Die Anforderungen an die Druckmessung während der Elektrolyse sind komplex. Die Installation von Drucktransmittern an den beiden Kammern der Anlage reicht allein nicht aus. Entscheidend ist die Ermittlung des Differenzdrucks zwischen den Kammern. Für eine reibungslose Elektrolyse müssen ausgeglichene Druckverhältnisse herrschen, damit die Membran keinen Schaden nimmt. Wegen der geringen Materialstärke müssen Veränderungen beim Differenzdruck unmittelbar detektiert werden, um im Fehlerfall den Prozess unverzüglich stoppen zu können. Dazu kommen hochgenaue Differenzdrucktransmitter mit zwei Druckmittlern zum Einsatz – zum Beispiel aus der DPT-Typenreihe von Wika mit einer Genauigkeit bis 0,075 % der Spanne. In Anbetracht der kritischen Umgebung sollte das Gerät über eine eigensichere Elektronik verfügen, selbst bei einer Variante mit druckfester Gehäusekapselung. Entsprechend der Messaufgabe werden die Druckmittler des Differenzdrucktransmitters unterschiedlich ausgeführt: Die Chlor-Messstelle benötigt eine Membran aus Tantal, die für Wasserstoff eine Membran mit Goldbeschichtung.
Nach der Elektrolyse wird das gasförmige Chlor in einem weiteren Prozess gefiltert, gereinigt und unter Druck bei niedrigen Temperaturen verflüssigt. Chlor weist auch in diesen späteren Stadien des Herstellungsverfahrens bis hin zur Abfüllung ein erhebliches Gefährdungspotenzial auf. Die parallel ablaufenden Prozesse für die Kuppelprodukte Wasserstoff und Natronlauge erfordern ebenfalls erhöhte Aufmerksamkeit, da diese genauso reaktionsfreudig sind wie das Chlor selbst.

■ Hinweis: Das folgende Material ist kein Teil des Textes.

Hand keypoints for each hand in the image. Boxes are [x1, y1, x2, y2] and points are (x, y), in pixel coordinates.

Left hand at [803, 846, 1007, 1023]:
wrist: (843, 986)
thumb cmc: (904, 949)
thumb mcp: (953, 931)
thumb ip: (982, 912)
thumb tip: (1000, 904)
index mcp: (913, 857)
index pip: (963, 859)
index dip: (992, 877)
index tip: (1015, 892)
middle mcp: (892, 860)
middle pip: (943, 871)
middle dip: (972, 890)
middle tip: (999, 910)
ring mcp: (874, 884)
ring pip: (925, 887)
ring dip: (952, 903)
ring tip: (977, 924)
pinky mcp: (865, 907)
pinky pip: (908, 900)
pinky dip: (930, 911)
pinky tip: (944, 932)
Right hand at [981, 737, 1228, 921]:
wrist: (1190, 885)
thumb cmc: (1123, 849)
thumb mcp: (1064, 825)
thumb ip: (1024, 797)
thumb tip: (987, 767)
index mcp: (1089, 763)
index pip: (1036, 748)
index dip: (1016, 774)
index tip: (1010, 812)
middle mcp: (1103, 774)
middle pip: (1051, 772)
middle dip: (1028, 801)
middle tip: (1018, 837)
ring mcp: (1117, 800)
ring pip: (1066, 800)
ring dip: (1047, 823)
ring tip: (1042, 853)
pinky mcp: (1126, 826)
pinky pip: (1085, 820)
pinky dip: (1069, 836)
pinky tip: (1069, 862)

Schadensfällen lässt sich vorbeugen
Druckmittlermembranen sind, wie bereits erwähnt, speziell auf die Prozessbedingungen ausgelegt. Eine Beschädigung, zum Beispiel durch einen unvorhersehbaren Überdruck oder eine Korrosion anhaftender Partikel, lässt sich aber dennoch nie hundertprozentig ausschließen. Eine ungewollte Verformung kann das Messergebnis signifikant verfälschen. Im Fall eines Membranbruchs würde außerdem die Übertragungsflüssigkeit in den Prozess gelangen und die Qualität des Chlors beeinträchtigen. Zugleich kann Chlor auf diesem Weg durch das Messgerät in die Umgebung austreten.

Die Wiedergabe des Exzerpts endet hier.